Suppose you are planning a outdoor graduation party. What are some of the
random factors that will affect how enjoyable the event will be? The temperature
will likely affect how enjoyable the event will be; as will the amount of
rain (or simply whether it rains); as will the number of airplanes that fly
overhead.
Ask yourself--are the following variables discrete or continuous?
- Temperature
- Whether it rains or not
- Amount of rain in inches (ranging from 0 upward)
- Number of airplanes that fly overhead
Click
here
for the answers.
B. Discrete Random Variables
The probabilities and probability distributions that we discussed in Lecture
7 were focused on discrete variables--for instance, the number of outcomes of
"heads" across three tosses of a fair coin, or the number of red cars that
are found in a parking lot, or the number of skiers who break a leg.
These could be considered in the context of
binomial experiments or binomial probability distributions:
- There were a predetermined number of observations or Bernoulli
trials; in the case of the parking lot, it was 200 cars; in the case
of the skiers, it was 5 skiers; in the case of the coin toss, it was 3
coin tosses.
- For each observation or trial, there were only two possible outcomes.
In the case of the parking lot, each of 200 cars could be red (or not);
in the case of the skiers, each skier could break a leg (or not); in the case
of the coin toss, the coin could land heads (or not).
- All the observations were independent. So, the color of one car in the
parking lot didn't influence the color of the other cars; whether or not the
first skier broke his leg didn't influence the probability that any other
skiers broke a leg; the outcome on the first coin toss didn't influence the
outcome on the other coin tosses.
- The probability of success is identifical for each trial;
the probability that a car was read was .10; the probability
that each skier would break a leg was .2; the
probability that each coin toss would come up heads was .5;
And, in the case of the red cars, we approximated the binomial
distribution with the poisson distribution--since we had
a relatively large sample size, and since the likelihood of
finding a red car was relatively low.
C. Continuous Random Variables
In Lecture 8, we turn our attention to continuous random
variables.
- The probability density function for a continuous random
variable X is a curve such that the area under the curve over an
interval equals the probability that X is in that interval.
In other words, the probability P(a ≤ X ≤ b)

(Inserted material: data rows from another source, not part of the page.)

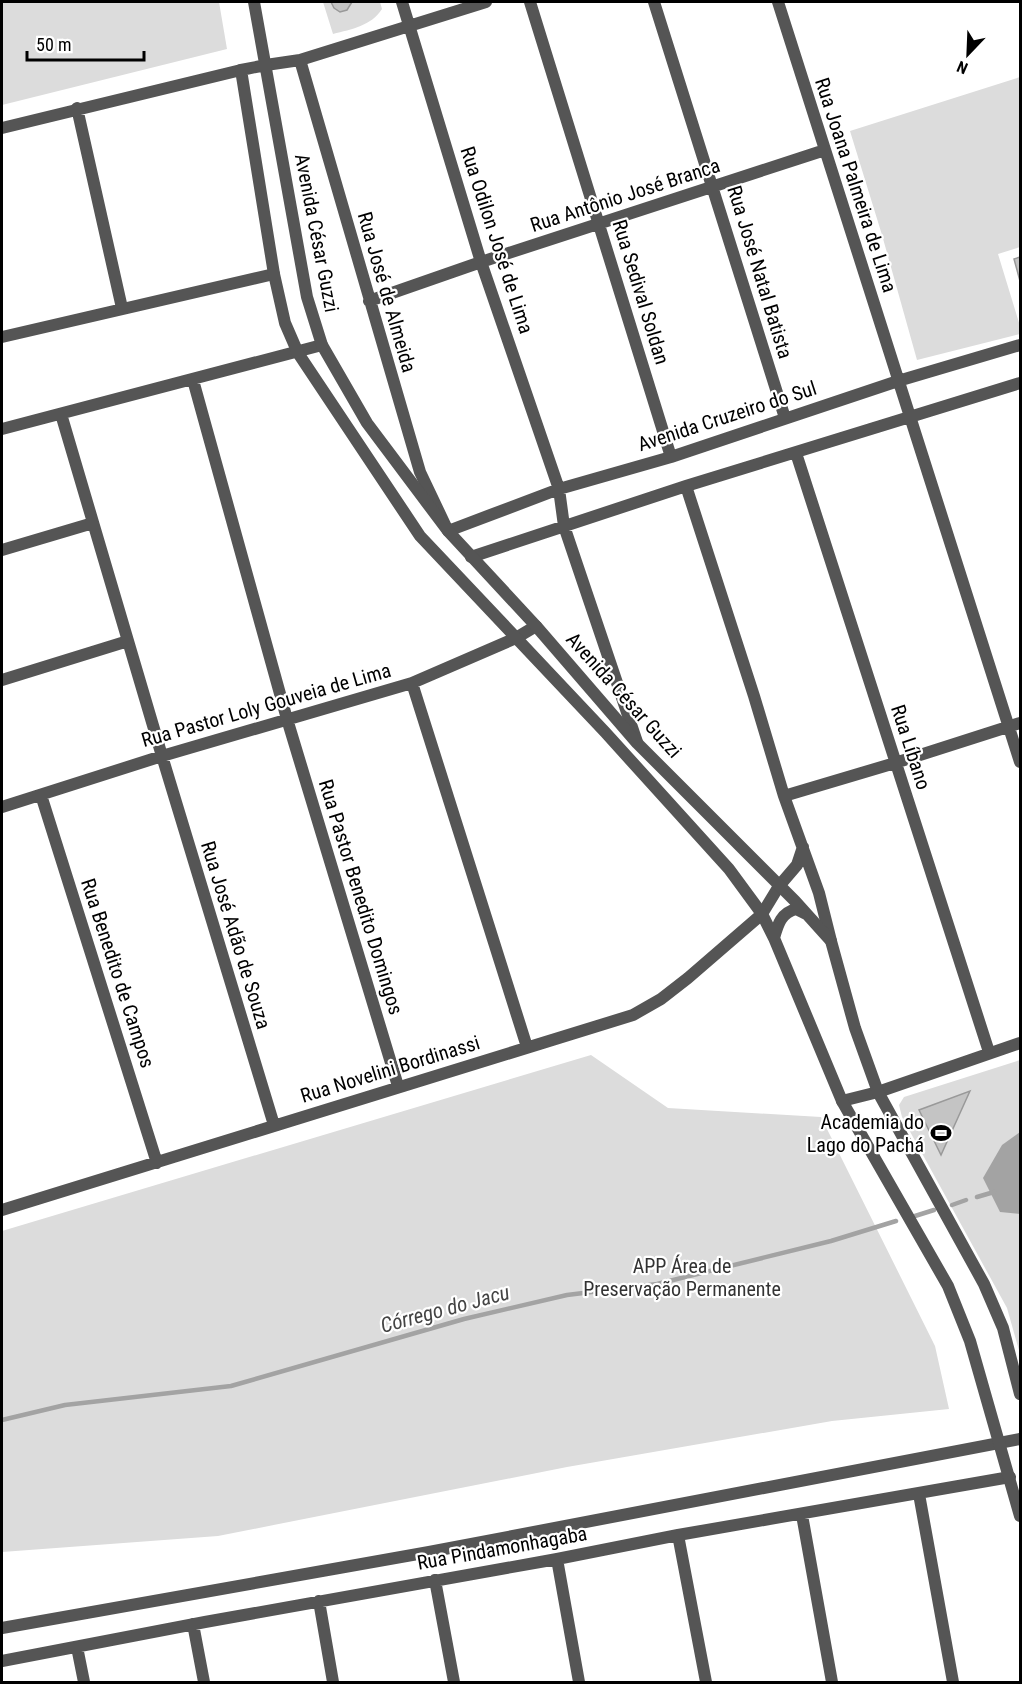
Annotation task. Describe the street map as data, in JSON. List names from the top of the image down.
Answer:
{
  "streets": {
    "street": [
      "Rua Joana Palmeira de Lima",
      "Rua Antônio José Branca",
      "Avenida César Guzzi",
      "Rua Odilon José de Lima",
      "Rua José Natal Batista",
      "Rua José de Almeida",
      "Rua Sedival Soldan",
      "Avenida Cruzeiro do Sul",
      "Rua Pastor Loly Gouveia de Lima",
      "Rua Líbano",
      "Rua Pastor Benedito Domingos",
      "Rua José Adão de Souza",
      "Rua Benedito de Campos",
      "Rua Novelini Bordinassi",
      "Rua Pindamonhagaba"
    ]
  },
  "crossings": [
    ["Rua Joana Palmeira de Lima", "Rua Antônio José Branca"],
    ["Rua Joana Palmeira de Lima", "Avenida Cruzeiro do Sul"],
    ["Rua Antônio José Branca", "Rua Odilon José de Lima"],
    ["Rua Antônio José Branca", "Rua José Natal Batista"],
    ["Rua Antônio José Branca", "Rua José de Almeida"],
    ["Rua Antônio José Branca", "Rua Sedival Soldan"],
    ["Avenida César Guzzi", "Rua Odilon José de Lima"],
    ["Avenida César Guzzi", "Rua José de Almeida"],
    ["Avenida César Guzzi", "Avenida Cruzeiro do Sul"],
    ["Avenida César Guzzi", "Rua Pastor Loly Gouveia de Lima"],
    ["Avenida César Guzzi", "Rua Novelini Bordinassi"],
    ["Avenida César Guzzi", "Rua Pindamonhagaba"],
    ["Rua Odilon José de Lima", "Avenida Cruzeiro do Sul"],
    ["Rua José Natal Batista", "Avenida Cruzeiro do Sul"],
    ["Rua José de Almeida", "Avenida Cruzeiro do Sul"],
    ["Rua Sedival Soldan", "Avenida Cruzeiro do Sul"],
    ["Rua Pastor Loly Gouveia de Lima", "Rua Pastor Benedito Domingos"],
    ["Rua Pastor Loly Gouveia de Lima", "Rua José Adão de Souza"],
    ["Rua Pastor Loly Gouveia de Lima", "Rua Benedito de Campos"],
    ["Rua Pastor Benedito Domingos", "Rua Novelini Bordinassi"],
    ["Rua José Adão de Souza", "Rua Novelini Bordinassi"],
    ["Rua Benedito de Campos", "Rua Novelini Bordinassi"]
  ],
  "water": ["Córrego do Jacu"],
  "parks": ["APP Área de Preservação Permanente"],
  "places": {
    "sports": ["Academia do Lago do Pachá"]
  },
  "scale_bar": "50 m",
  "north": "bottom left"
}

is the area under the density curve over the interval between the
values a and b.
- Let's consider the simplest example of a continuous random
variable: a uniform random variable.
Consider the following example:
A bus arrives at a bus stop every 10 minutes. If a person arrives at
the bus stop at a random time, how long will he or she have to
wait before the next bus arrives?
- The random variable in this case is "amount of time until
the next bus arrives." This is a continuous variable, because the
amount of time could be any value between 0 and 10 minutes. In
practice, of course, the limitations of measurement means that
we round off the exact time.
- Below is the probability density function for the waiting time.
Possible waiting times are along the horizontal axis, and the
vertical axis represents the probability. The
hight of the curve (in this case, it's a line) is .1 for all X between
0 and 1, so the total area between 0 and 10 minutes is (10)(.1)
- Suppose we wanted to find out the probability that the waiting
time X was in the interval 5 to 7 minutes. The general principle
for any continuous random variable is that P(a ≤ X ≤ b)
is the "area under the curve" over the interval from a to b.
So, the probability in this example can be represented as below:
The probability that the time waited falls in the interval between 5 and 7
is represented by the area between the two vertical lines by 5 and 7.
Recall the graphs of the binomial distributions--they were actually bar
charts. Why would bar charts be used for binomial distributions, but
not be appropriate for normal distributions?
Click
here
for the answers.
Note that theoretically, the use of calculus is needed to find the area under
a density curve--but in practice, tables of appropriate probabilities
are usually available.
What would be the total area of the curve?
Click here
for the answer.
In reality, of course, a uniform distribution is unusual, and generally
would not represent interesting questions.
Let's consider the normal distribution.
The following (taken from Hale) is a normal distribution:
The normal distribution is
actually a family of individual normal distributions.
Each normal distribution looks different--in terms of peak and spread--based on
two properties or parameters.
A. Mean
The mean of the normal distribution is the location about which the
distribution is centered. In terms of notation, the symbol µ (mu) is used for
the mean.
B. Standard Deviation
The standard deviation, as you may recall, is a measure of dispersion, or
a measure of spread in the data. In terms of notation, the symbol σ
(sigma, lower case) is used for the standard deviation.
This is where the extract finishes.